COS 102-3
Shifts in the composition of soil fungal communities following a mountain pine beetle outbreak

Thursday, August 14, 2014: 8:40 AM
Bataglieri, Sheraton Hotel
Justine Karst, Renewable Resources, University of Alberta, Edmonton, AB, Canada
Gregory J. Pec, Renewable Resources, University of Alberta, Edmonton, AB, Canada
D. Lee Taylor, Department of Biology, University of New Mexico, Albuquerque, NM
Suzanne W. Simard, Forest Sciences, University of British Columbia, Vancouver, BC, Canada
Janice Cooke, Biological Sciences, University of Alberta, Edmonton, AB, Canada
James F. Cahill Jr., Biological Sciences, University of Alberta, Edmonton, AB, Canada
Background/Question/Methods

Large-scale outbreaks of mountain pine beetle (Dendroctonus ponderosae) have killed millions of hectares of lodgepole pine (Pinus contorta) forests throughout North America. The rapid and widespread death of lodgepole pine will likely have cascading effects on biodiversity.
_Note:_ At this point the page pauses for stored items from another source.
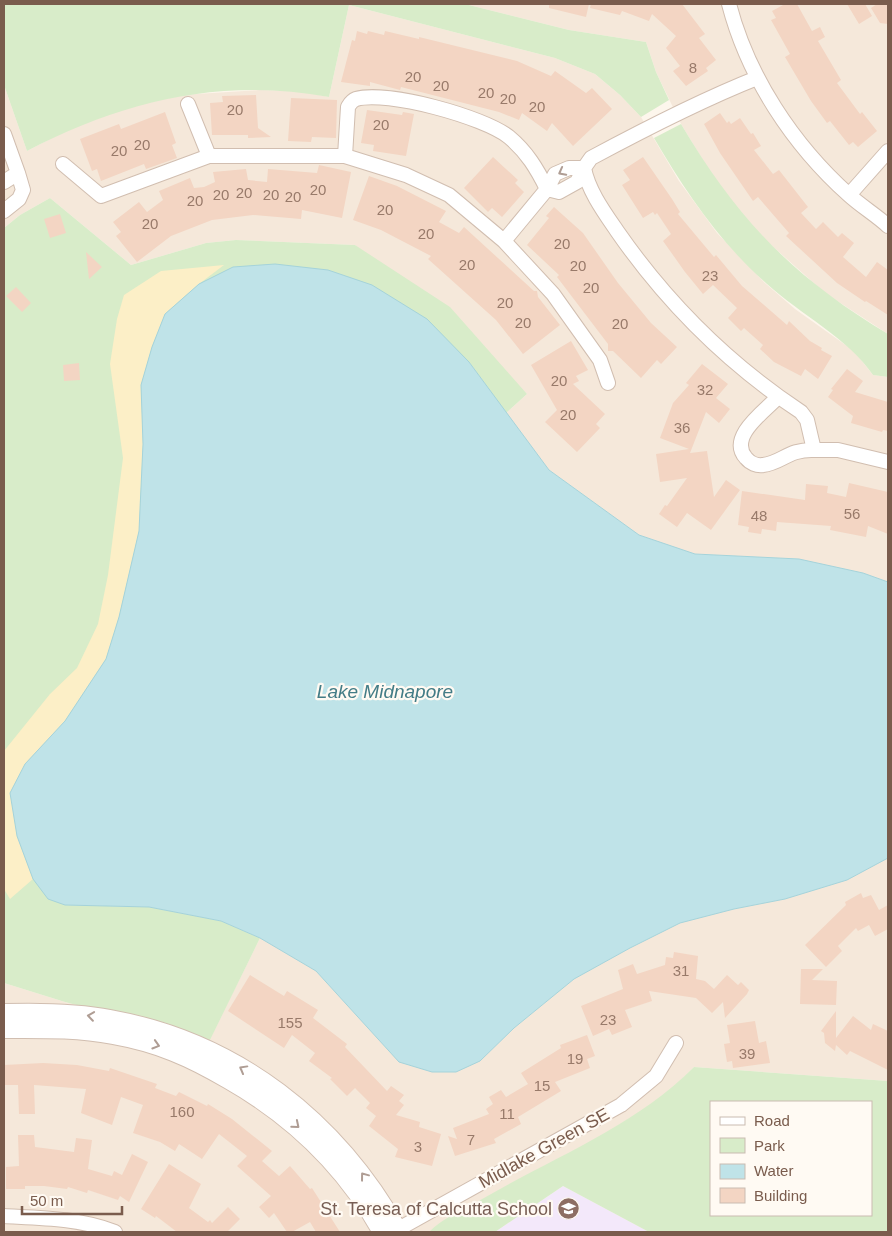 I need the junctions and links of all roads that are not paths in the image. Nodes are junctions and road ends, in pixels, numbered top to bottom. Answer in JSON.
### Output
{"nodes":[{"id":1,"x":729,"y":4,"type":"edge"},
{"id":2,"x":756,"y":78,"type":"junction"},
{"id":3,"x":188,"y":104,"type":"dead end"},
{"id":4,"x":4,"y":134,"type":"edge"},
{"id":5,"x":888,"y":151,"type":"edge"},
{"id":6,"x":209,"y":156,"type":"junction"},
{"id":7,"x":345,"y":156,"type":"junction"},
{"id":8,"x":63,"y":164,"type":"dead end"},
{"id":9,"x":584,"y":168,"type":"junction"},
{"id":10,"x":18,"y":173,"type":"junction"},
{"id":11,"x":4,"y":182,"type":"edge"},
{"id":12,"x":547,"y":189,"type":"junction"},
{"id":13,"x":849,"y":195,"type":"junction"},
{"id":14,"x":4,"y":211,"type":"edge"},
{"id":15,"x":888,"y":226,"type":"edge"},
{"id":16,"x":504,"y":241,"type":"junction"},
{"id":17,"x":608,"y":383,"type":"dead end"},
{"id":18,"x":778,"y":397,"type":"junction"},
{"id":19,"x":814,"y":450,"type":"junction"},
{"id":20,"x":888,"y":462,"type":"edge"},
{"id":21,"x":4,"y":1013,"type":"edge"},
{"id":22,"x":44,"y":1020,"type":"junction"},
{"id":23,"x":4,"y":1029,"type":"edge"},
{"id":24,"x":676,"y":1043,"type":"dead end"},
{"id":25,"x":4,"y":1216,"type":"edge"},
{"id":26,"x":115,"y":1232,"type":"edge"},
{"id":27,"x":393,"y":1232,"type":"edge"}],
"edges":[{"from":1,"to":2,"type":"street"},
{"from":2,"to":9,"type":"street"},
{"from":2,"to":13,"type":"street"},
{"from":3,"to":6,"type":"street"},
{"from":4,"to":10,"type":"street"},
{"from":5,"to":13,"type":"street"},
{"from":6,"to":7,"type":"street"},
{"from":6,"to":8,"type":"street"},
{"from":7,"to":12,"type":"street"},
{"from":7,"to":16,"type":"street"},
{"from":9,"to":12,"type":"street"},
{"from":9,"to":18,"type":"street"},
{"from":10,"to":11,"type":"street"},
{"from":10,"to":14,"type":"street"},
{"from":12,"to":16,"type":"street"},
{"from":13,"to":15,"type":"street"},
{"from":16,"to":17,"type":"street"},
{"from":18,"to":19,"type":"street"},
{"from":18,"to":19,"type":"street"},
{"from":19,"to":20,"type":"street"},
{"from":21,"to":22,"type":"street"},
{"from":22,"to":23,"type":"street"},
{"from":22,"to":27,"type":"street"},
{"from":24,"to":27,"type":"street","name":"Midlake Green SE"},
{"from":25,"to":26,"type":"street"}]}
The composition of soil fungal communities in particular, is predicted to be sensitive to the loss of mature pines from the landscape. In the first few years following beetle-induced tree mortality, ectomycorrhizal fungi ought to decrease in abundance with the loss of photosynthetically derived carbon inputs to the soil, and saprotrophic fungi increase with the addition of carbon inputs through root mortality. To understand the potentially cascading effects of mountain pine beetle on soil fungi, we identified eleven pine stands in northwestern Alberta, Canada that exhibited a gradient of beetle-induced tree mortality (0 -  80% basal area attacked since 2009). In each of these sites we collected 80 randomly distributed soil cores (4 cm wide x 20 cm deep). We assessed fungal diversity and composition by sequencing barcoded samples of the ITS1 region of rDNA using the Ion Torrent™ and used the QIIME bioinformatics platform for subsequent sequence analysis. 

Results/Conclusions

Sequencing yielded 31.5 million reads across sites. Quality filtering reduced this value by approximately 50%. Across a subset of sites representing the extreme ends of the tree mortality gradient, over 900 operational taxonomic units (OTUs) matched reference sequences belonging to the UNITE database.  Richness of fungal communities across the subset of sites was unaffected by the extent of pine loss. The composition of fungal communities, however, changed along the tree mortality gradient. Species belonging to the genus Saccharomycetes (yeasts) tended to increase under conditions of high pine mortality. Soils from sites with high tree mortality contained more total organic carbon than soils from sites without beetle-induced tree mortality, which may in part explain the increase in the abundance of soil yeasts. Of the ectomycorrhizal fungi, Cenococcum geophilum was the most abundant across sites; however, contrary to our prediction, it increased with high pine mortality. This fungal species may benefit from the release of non-pine ectomycorrhizal trees following pine mortality. Here we show for the first time that complex shifts in soil fungal communities occur following insect outbreaks likely due to differences in the dissipation of carbon following widespread tree mortality.